What you will do: Within these entries, which lines include the string "JSON"? Copy each one.

Information shown:
········
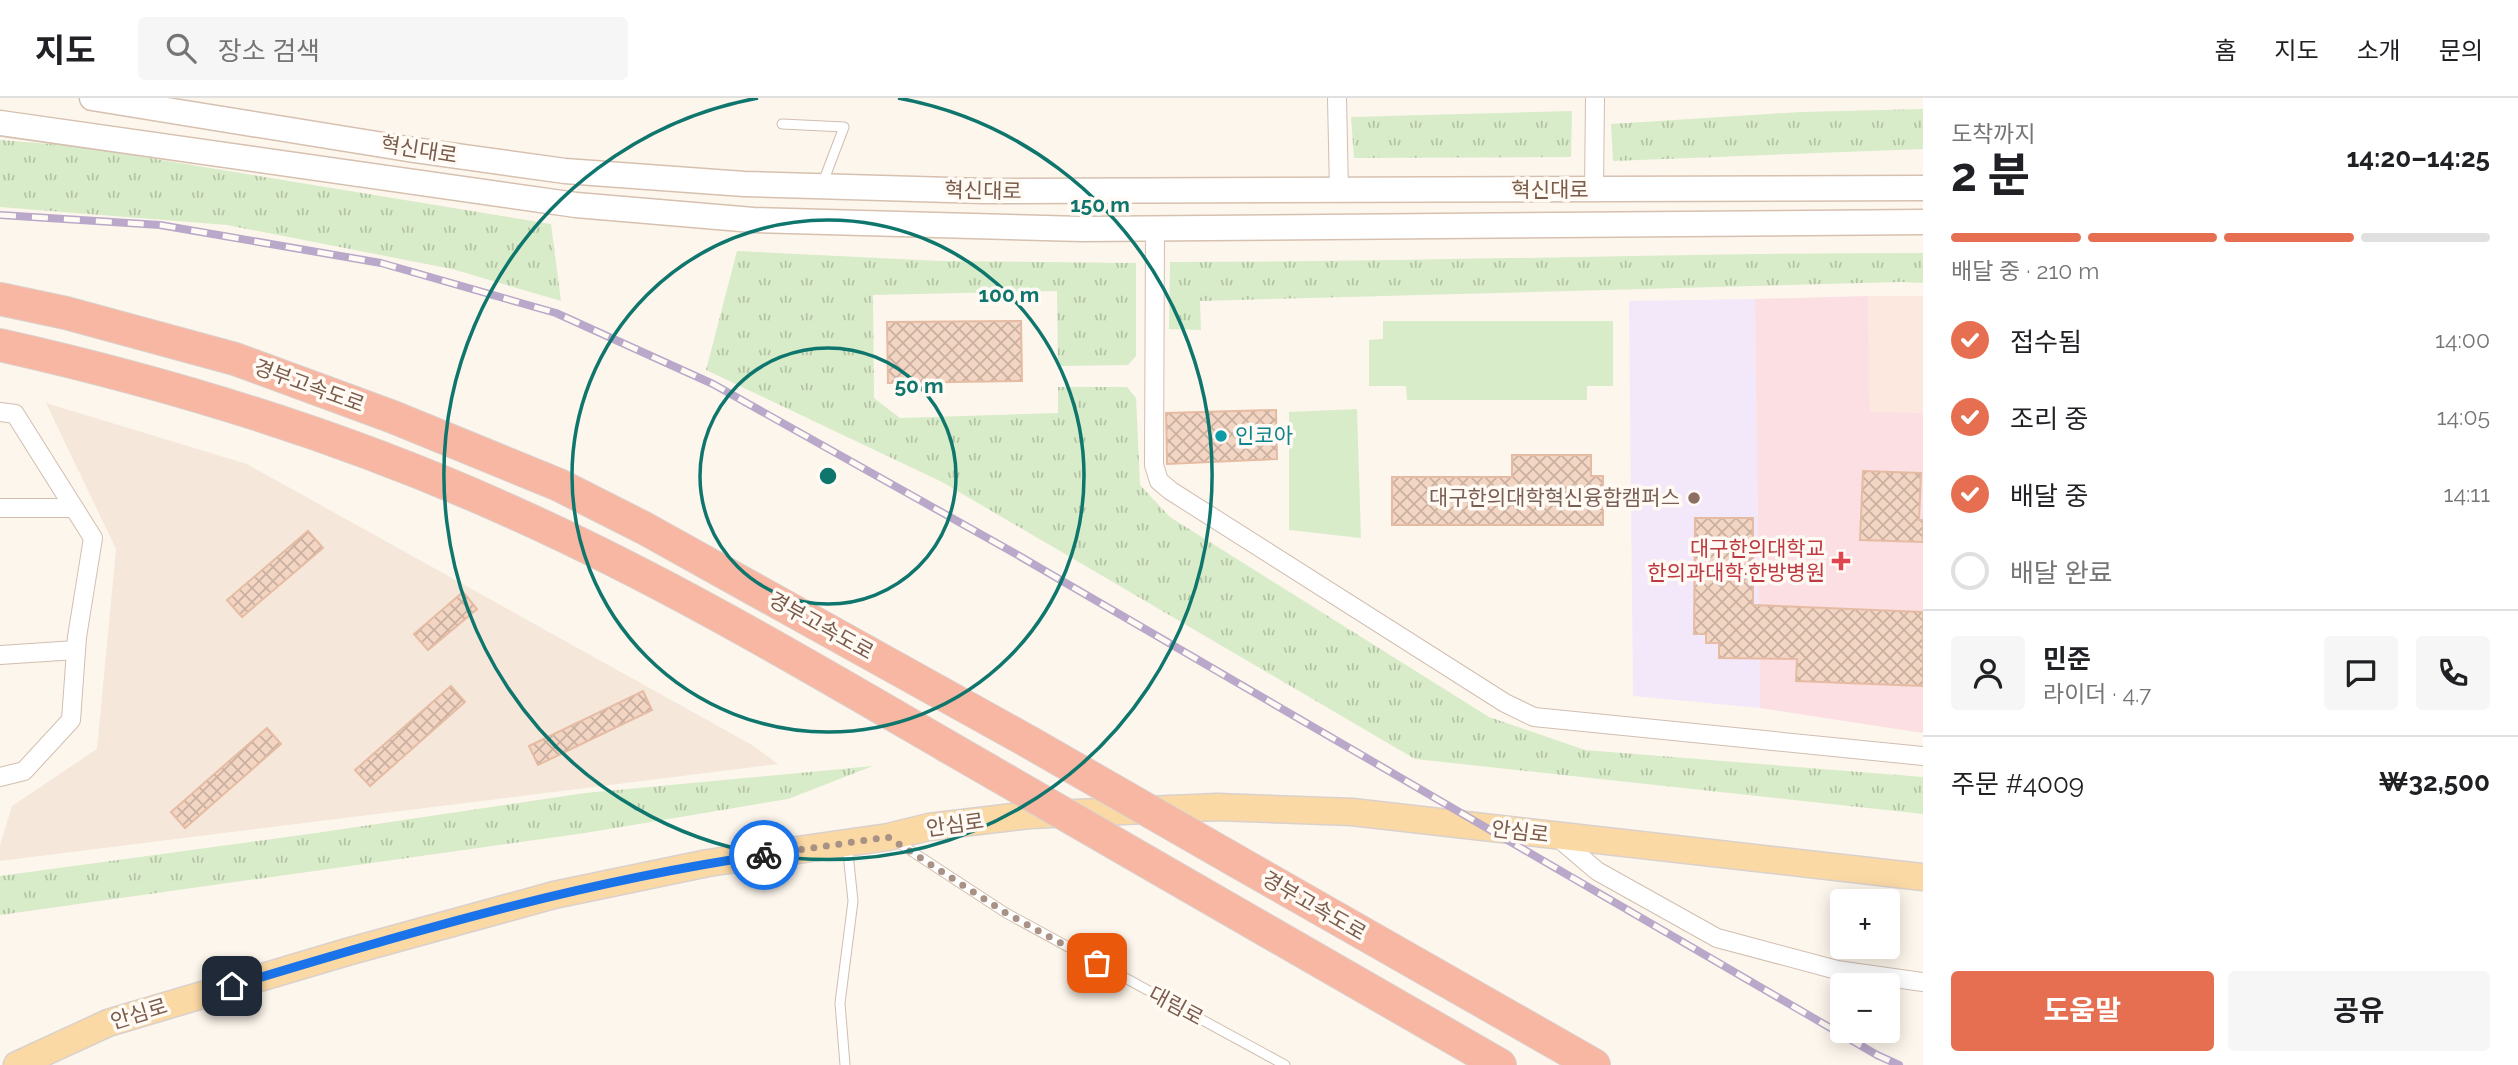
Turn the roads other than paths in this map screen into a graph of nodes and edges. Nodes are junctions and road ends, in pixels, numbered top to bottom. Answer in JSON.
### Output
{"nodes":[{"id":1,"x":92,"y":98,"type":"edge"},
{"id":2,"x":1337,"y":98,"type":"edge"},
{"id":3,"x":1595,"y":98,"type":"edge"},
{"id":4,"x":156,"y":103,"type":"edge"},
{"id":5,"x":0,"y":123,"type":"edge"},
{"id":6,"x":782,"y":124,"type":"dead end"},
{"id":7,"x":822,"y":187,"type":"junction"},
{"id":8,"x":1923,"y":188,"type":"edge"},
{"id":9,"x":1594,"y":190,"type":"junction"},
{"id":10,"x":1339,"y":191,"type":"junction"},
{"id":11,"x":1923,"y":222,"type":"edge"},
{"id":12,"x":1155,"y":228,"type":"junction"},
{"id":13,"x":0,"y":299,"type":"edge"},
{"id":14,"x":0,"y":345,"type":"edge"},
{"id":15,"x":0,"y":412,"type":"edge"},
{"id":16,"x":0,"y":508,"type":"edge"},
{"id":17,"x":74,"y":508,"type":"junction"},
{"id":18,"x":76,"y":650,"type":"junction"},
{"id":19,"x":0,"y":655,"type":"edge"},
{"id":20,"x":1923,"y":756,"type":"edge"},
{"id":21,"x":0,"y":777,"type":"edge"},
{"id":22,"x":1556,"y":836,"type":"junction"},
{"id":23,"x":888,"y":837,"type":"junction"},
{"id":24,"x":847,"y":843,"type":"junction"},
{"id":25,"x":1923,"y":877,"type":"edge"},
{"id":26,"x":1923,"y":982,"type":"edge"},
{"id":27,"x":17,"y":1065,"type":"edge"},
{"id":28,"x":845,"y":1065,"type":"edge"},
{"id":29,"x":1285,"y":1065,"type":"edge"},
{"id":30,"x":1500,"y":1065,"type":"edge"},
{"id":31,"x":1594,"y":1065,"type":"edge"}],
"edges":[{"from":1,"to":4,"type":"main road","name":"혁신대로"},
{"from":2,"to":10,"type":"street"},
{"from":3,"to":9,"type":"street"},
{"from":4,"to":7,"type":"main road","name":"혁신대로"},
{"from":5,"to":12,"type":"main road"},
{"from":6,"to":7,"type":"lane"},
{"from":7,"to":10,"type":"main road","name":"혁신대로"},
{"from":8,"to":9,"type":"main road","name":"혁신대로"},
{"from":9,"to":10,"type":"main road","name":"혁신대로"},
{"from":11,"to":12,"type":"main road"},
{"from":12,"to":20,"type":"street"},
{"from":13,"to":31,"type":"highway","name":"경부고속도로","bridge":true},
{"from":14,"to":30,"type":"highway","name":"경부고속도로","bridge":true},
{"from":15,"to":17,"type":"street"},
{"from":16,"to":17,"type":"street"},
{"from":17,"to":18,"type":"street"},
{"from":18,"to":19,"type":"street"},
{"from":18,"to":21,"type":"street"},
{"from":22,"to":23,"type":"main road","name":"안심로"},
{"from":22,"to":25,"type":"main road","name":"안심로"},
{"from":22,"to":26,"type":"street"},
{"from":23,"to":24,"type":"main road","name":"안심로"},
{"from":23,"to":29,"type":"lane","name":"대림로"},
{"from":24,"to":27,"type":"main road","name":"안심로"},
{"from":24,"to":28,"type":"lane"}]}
········
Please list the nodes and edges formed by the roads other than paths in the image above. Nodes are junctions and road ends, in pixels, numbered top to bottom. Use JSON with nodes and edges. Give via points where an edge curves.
········
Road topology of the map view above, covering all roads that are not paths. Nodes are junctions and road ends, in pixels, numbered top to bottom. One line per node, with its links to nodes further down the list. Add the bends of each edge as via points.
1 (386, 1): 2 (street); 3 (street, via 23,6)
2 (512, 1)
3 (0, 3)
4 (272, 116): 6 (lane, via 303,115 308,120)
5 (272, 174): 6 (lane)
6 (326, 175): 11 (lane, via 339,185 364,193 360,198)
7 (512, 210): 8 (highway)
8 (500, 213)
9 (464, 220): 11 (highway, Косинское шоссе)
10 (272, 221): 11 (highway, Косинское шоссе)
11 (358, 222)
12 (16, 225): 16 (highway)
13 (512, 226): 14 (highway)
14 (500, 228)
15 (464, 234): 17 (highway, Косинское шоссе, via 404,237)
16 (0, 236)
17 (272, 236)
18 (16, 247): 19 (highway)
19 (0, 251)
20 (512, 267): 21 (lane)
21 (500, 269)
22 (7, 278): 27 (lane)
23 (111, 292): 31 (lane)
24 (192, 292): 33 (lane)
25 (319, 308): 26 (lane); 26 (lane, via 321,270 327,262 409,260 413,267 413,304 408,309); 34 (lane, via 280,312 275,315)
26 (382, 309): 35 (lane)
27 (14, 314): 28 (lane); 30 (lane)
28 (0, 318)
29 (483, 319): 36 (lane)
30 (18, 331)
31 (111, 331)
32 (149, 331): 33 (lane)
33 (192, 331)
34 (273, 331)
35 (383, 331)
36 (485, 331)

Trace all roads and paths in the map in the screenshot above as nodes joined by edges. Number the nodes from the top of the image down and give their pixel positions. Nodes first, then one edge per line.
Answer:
········
Answer to the exercise:
Turn the roads other than paths in this map screen into a graph of nodes and edges. Nodes are junctions and road ends, in pixels, numbered top to bottom. Answer in JSON.
Please list the nodes and edges formed by the roads other than paths in the image above. Nodes are junctions and road ends, in pixels, numbered top to bottom. Use JSON with nodes and edges. Give via points where an edge curves.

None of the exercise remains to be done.